Bruce Springsteen performed a surprise mini-set on Sunday night at a star-studded USC Shoah Foundation’s Ambassadors for Humanity Gala in New York.
The event benefited the foundation founded in 1994 by Steven Spielberg to record testimonies of Holocaust survivors for future generations.
“The work of collecting the personal testimony and the voices of those who’ve witnessed history has just something in common with the work that songwriters, filmmakers, all artists do to understand and to create our real and imagined worlds,” Springsteen said at the event, which was also attended by Spielberg, Meryl Streep, Debra Messing, Drew Barrymore, Whoopi Goldberg and other celebrities., according to the Asbury Park Press.
“We follow the ghosts of history. We listen for the voices of the past to take us into the future, and we lean into their stories and listen to them.”
Mistaken for a member of the tribe
The Catholic Springsteen joked that he sometimes gets mistaken for Jewish because of his last name.
“I was Bruce Springstein for the first year or two of my career. Everywhere I went — I pulled up to the club. ‘Welcome, Bruce Springsteen,’” said Springsteen from the stage. “This happened as late as a month ago.
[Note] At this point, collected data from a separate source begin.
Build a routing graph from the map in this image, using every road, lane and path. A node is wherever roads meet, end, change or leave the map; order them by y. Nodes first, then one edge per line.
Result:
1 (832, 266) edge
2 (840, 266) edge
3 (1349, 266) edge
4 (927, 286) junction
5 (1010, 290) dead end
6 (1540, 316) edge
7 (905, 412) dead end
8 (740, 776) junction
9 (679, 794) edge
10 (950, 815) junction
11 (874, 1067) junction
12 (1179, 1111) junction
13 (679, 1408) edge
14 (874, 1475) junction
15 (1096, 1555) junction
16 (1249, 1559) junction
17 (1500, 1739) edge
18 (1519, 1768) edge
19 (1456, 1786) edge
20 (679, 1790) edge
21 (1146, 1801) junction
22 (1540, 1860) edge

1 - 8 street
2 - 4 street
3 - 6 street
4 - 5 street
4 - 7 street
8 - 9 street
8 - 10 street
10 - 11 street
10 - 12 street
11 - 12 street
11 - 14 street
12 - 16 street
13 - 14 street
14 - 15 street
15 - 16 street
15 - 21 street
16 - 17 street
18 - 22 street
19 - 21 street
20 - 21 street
I’m not joking.”
Springsteen performed solo acoustic versions of “Dancing in the Dark” and “The Ghost of Tom Joad.”
Itzhak Perlman, the evening’s other musical performer, played the theme from the Academy Award-winning film “Schindler’s List.”
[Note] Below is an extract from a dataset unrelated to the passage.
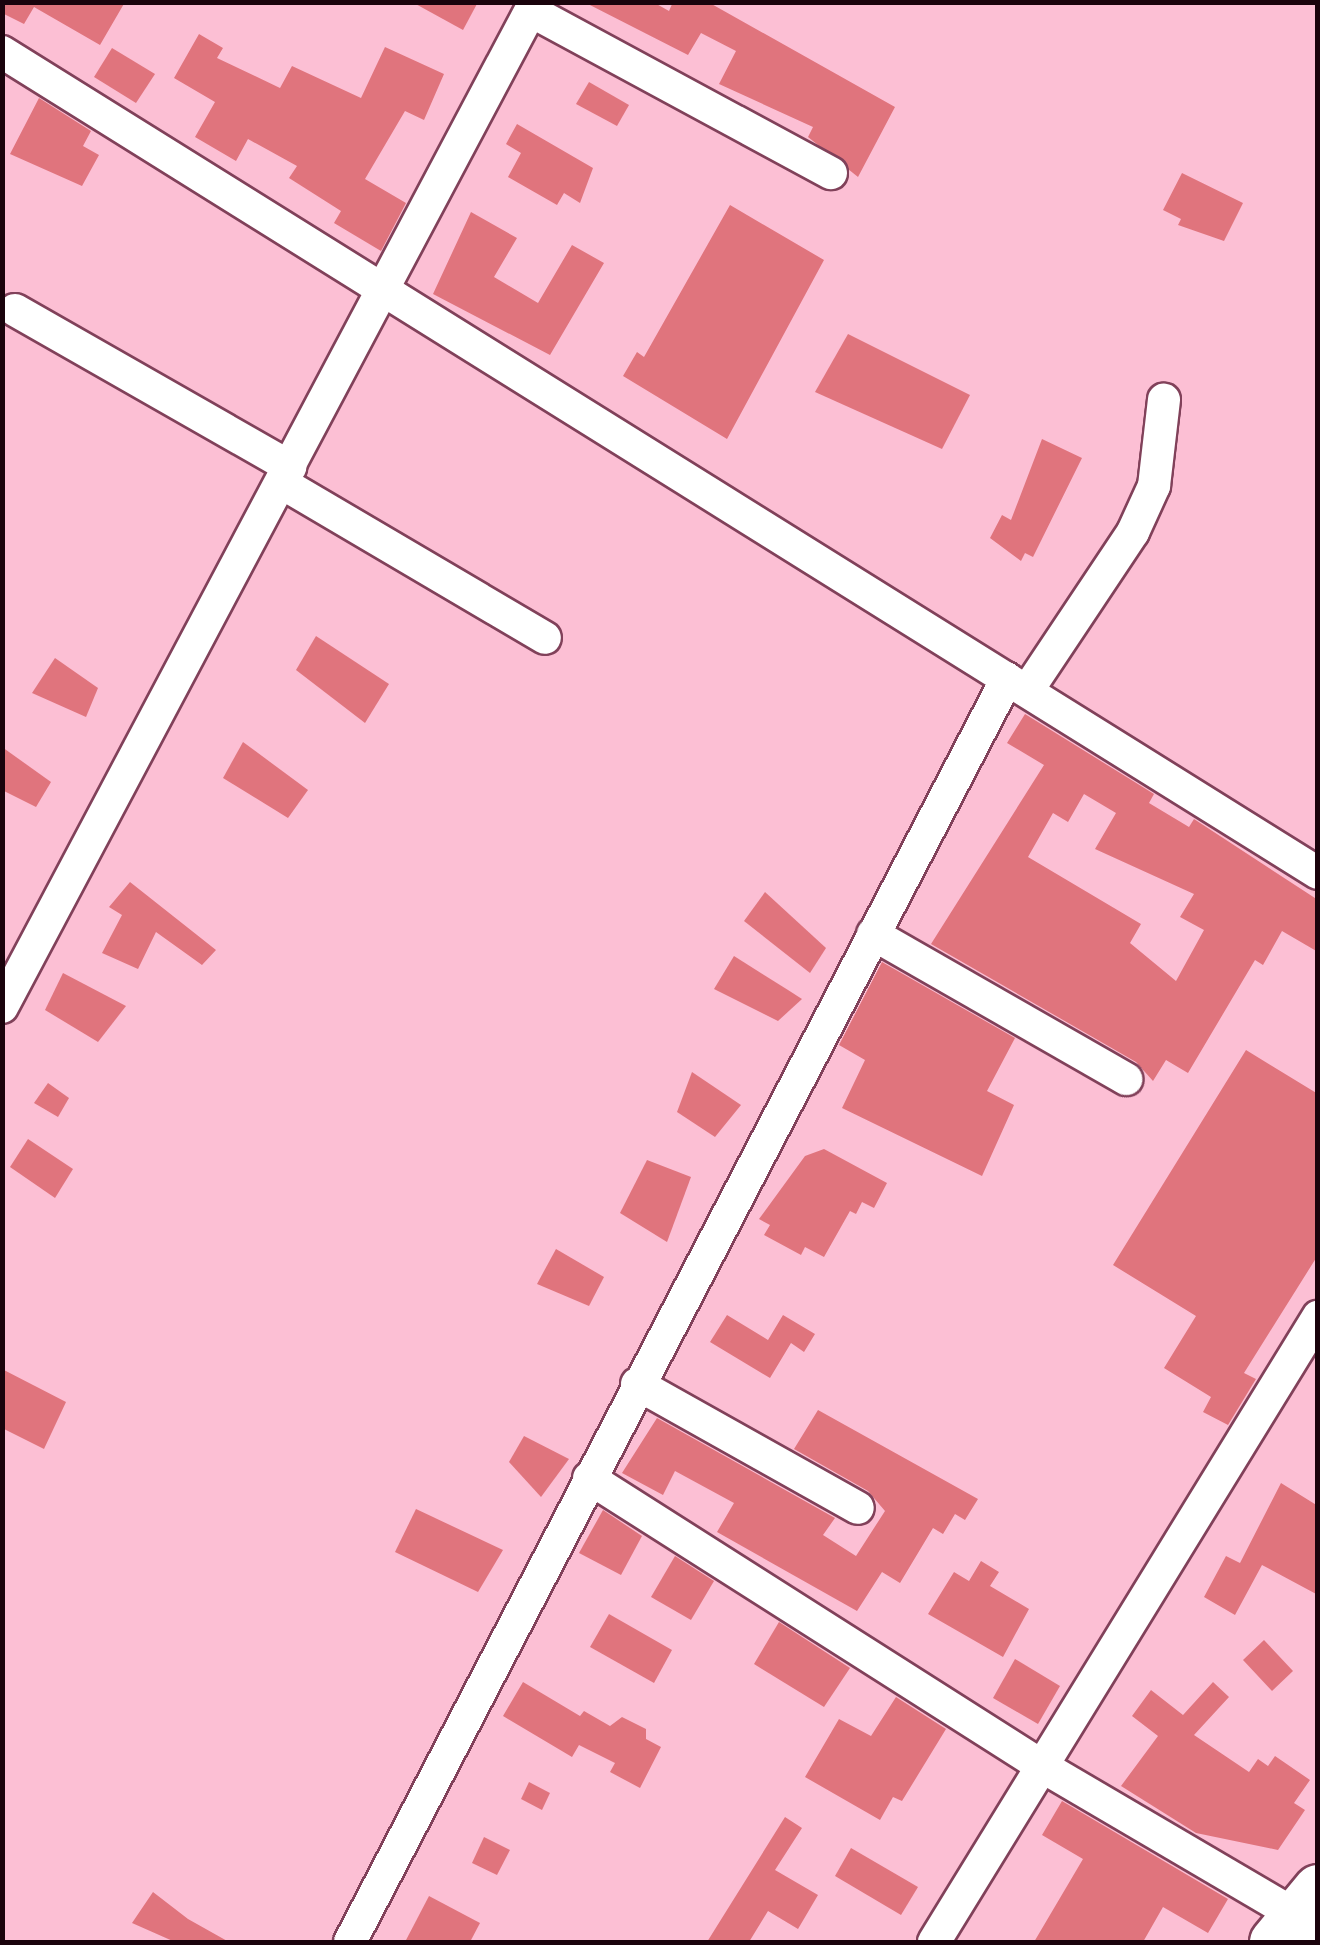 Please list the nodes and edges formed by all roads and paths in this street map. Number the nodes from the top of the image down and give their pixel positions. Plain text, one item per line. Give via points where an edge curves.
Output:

The Ambassadors for Humanity Award to Holocaust survivors went to Irene Weiss, 93, who accepted the award on behalf of more than 50 survivors in the room.
“I am 93 years old. When I speak about my experience, I am 13 years old again – 80 years later, my memories are vivid,” said Weiss, in comments from the USC Shoah Foundation. “It is unthinkable to me that stories like mine should be forgotten. I am grateful to the USC Shoah Foundation for providing the platform for survivors to tell what happened, a place where survivors like me can give voice to those who perished.”
The Foundation moved to its permanent home at the University of Southern California in 2006.
“These survivors can change the world,” said Spielberg on Sunday. “Their stories are a rebuke to hatred and a testament to the resilience of the human spirit. Through these voices, we find the courage to stand against injustice wherever it arises. By sharing their stories, they have given us a gift that will never stop giving and will never stop proving the strength of the human spirit, the will to survive, and the unforgettable power of memory.”